Navy shipbuilder changes courses on funding with share price at record high
Andrew and Nicola Forrest will tip another $40m into Austal to help fund a big expansion of its shipyards in Alabama.
Australia’s global shipbuilder Austal has billionaires Andrew and Nicola Forrest on board as it raises $220m in new equity to help pay for a big expansion in Alabama where it constructs steel-hulled warships for the US navy, and components for nuclear-powered submarines.
The Forrest family, through their private company Tattarang, own 19.9 per cent of Austal and committed to taking up their pro-rata share in the raising at a cost of more than $40m.
Tattarang boss John Hartman said the Forrest entity saw significant opportunity for growth as Austal executes on its $14bn-plus pipeline of work and looked to cash in on its status as the Australian government’s preferred navy shipbuilder.
“Austal has proven itself an indispensable part of the shipbuilding supply chain with continued contract awards from the US and Australian governments, including selection as the strategic shipbuilder in Henderson and participation in the submarine supply chain in the US,” he said.
“Austal is a sovereign champion for Australia, providing much needed defence manufacturing capability. Austal has been investing heavily in its workforce and facilities to support the needs of both the Australian and US governments.”
Mr Hartman indicated the Forrests had invested for the long term. Tattarang will be entitled to a second board seat in addition to backing independent director Brent Cubis.
Austal is looking to pocket $200m from a fully underwritten placement and up to another $20m from a share purchase plan after changing course on debt funding plans as the company’s share price soared to record highs.
The placement at $3.80 a share represented a 15.5 per cent discount on Monday’s record closing price of $4.50.
Former Austal chairman John Rothwell is selling more than a third of his 9 per cent stake in the company he founded into the raising.

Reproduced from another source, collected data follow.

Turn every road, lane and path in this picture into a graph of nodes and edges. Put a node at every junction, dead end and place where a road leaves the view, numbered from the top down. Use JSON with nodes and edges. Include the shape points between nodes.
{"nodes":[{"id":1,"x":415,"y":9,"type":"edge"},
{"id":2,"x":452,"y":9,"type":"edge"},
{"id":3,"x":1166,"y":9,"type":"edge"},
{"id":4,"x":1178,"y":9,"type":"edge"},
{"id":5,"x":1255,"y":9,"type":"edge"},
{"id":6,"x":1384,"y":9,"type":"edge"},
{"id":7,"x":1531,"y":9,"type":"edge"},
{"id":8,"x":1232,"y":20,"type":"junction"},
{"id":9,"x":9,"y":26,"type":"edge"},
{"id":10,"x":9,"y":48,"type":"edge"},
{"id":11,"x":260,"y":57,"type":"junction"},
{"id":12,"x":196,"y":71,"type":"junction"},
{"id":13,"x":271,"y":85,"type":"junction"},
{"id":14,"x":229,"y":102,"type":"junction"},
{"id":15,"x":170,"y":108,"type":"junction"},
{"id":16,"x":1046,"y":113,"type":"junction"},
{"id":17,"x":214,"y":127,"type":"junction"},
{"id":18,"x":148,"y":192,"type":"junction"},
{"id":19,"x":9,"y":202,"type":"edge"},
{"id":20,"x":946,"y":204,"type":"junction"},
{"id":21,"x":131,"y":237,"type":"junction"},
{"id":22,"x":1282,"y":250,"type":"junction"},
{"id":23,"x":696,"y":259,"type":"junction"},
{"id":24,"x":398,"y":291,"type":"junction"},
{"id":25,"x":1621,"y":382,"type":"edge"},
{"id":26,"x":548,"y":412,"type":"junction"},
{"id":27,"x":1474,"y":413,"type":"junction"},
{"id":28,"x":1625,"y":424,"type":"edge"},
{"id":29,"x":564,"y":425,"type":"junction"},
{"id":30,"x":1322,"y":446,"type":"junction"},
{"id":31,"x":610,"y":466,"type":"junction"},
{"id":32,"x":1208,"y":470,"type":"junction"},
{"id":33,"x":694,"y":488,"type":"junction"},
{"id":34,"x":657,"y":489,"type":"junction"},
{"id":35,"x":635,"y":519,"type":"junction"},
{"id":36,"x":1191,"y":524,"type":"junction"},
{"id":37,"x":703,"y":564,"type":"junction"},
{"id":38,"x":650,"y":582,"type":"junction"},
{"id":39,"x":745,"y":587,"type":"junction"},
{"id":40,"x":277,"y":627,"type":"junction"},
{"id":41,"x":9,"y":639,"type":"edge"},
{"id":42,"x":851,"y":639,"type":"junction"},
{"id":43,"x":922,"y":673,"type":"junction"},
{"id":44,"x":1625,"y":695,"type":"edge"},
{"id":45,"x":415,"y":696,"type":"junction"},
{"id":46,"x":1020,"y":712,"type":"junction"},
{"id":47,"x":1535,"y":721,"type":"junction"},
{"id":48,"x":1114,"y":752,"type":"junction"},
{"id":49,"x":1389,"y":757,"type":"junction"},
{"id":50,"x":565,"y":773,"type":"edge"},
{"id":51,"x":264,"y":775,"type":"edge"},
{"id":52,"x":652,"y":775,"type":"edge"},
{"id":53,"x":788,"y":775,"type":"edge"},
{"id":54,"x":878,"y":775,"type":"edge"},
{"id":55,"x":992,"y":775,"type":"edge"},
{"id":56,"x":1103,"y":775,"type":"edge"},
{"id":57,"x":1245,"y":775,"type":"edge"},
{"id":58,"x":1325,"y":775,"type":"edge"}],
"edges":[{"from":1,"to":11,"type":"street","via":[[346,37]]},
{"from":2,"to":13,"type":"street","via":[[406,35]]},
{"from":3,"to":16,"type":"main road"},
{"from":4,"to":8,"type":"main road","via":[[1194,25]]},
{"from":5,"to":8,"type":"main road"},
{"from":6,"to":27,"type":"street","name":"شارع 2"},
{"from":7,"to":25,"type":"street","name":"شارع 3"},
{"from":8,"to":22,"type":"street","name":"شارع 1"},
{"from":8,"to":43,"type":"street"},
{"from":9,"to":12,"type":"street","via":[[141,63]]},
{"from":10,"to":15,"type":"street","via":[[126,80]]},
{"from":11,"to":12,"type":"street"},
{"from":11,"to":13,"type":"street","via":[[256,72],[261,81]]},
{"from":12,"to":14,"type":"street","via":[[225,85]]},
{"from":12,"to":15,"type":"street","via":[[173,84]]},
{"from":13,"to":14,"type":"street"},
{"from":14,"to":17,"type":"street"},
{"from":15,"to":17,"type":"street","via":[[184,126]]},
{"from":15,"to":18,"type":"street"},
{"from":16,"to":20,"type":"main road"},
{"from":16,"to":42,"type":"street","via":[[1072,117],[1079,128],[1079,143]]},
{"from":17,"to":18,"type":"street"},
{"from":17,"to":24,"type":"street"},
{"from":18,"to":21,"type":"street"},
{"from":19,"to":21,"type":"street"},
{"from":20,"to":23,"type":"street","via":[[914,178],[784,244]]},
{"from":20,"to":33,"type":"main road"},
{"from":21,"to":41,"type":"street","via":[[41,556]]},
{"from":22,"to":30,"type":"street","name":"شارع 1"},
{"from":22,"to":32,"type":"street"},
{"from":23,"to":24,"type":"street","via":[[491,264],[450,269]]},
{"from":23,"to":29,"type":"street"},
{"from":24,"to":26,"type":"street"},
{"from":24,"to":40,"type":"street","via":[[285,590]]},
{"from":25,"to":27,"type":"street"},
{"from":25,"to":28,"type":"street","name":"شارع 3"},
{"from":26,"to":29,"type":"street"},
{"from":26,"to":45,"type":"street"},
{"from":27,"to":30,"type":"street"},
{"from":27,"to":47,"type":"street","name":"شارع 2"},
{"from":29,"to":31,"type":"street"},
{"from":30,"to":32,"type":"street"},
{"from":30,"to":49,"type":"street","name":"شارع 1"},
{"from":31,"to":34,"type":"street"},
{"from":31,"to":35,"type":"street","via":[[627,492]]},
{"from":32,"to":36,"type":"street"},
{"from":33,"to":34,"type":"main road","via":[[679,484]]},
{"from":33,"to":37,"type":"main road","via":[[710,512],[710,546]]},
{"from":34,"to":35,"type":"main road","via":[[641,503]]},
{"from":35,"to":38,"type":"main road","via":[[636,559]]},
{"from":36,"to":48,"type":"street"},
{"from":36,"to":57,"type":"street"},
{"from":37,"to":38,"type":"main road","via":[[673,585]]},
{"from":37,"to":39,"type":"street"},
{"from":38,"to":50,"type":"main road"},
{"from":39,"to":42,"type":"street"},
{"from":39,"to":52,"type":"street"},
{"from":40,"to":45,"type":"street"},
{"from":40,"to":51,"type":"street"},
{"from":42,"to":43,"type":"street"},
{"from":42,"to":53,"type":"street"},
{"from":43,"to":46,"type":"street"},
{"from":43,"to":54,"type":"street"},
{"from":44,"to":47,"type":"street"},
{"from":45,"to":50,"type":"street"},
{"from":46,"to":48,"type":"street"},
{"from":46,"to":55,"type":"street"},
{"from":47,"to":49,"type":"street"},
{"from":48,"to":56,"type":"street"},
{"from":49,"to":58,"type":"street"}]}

Mr Rothwell, who stood down as chairman last year and handed the reins to former US navy secretary Richard Spencer, is set to reap more than $40m from his selldown.
The veteran businessman founded Austal in 1987 and was chairman for 37 years and executive chairman until 2008. He has been vindicated in leading board resistance to a $1bn takeover bid for the company by South Korea’s Hanwha.
Hanwha abandoned its takeover offer pitched at $2.85 last September, accusing Austal of making it impossible to conduct due diligence ahead of a binding offer.
Austal is looking to fund a $US300m ($477.6m) expansion in Alabama where it needs a new shed and other infrastructure to build steel-hulled vessels for the US Navy and Coast Guard while also making command and control systems modules and electronic deck modules for the US nuclear submarine fleet.
It said the project would be funded by a combination of the equity raise and new debt. The work involves a new assembly building, waterfront improvements and a new ship lift system.
Austal has said it can likely absorb increases in steel and aluminium costs as a result of Trump administration tariffs on imports through clauses built into its contracts with the US Navy.
Perth-headquartered Austal has two contracts totalling $US600m ($939m) – one from the US Navy and another from General Dynamics Electric Boat – to invest in additional infrastructure at its Alabama shipyard to help build components nuclear-powered submarines that are a key plank of the AUKUS security pact.
Austal expects annual earnings of at least $80m before interest and tax.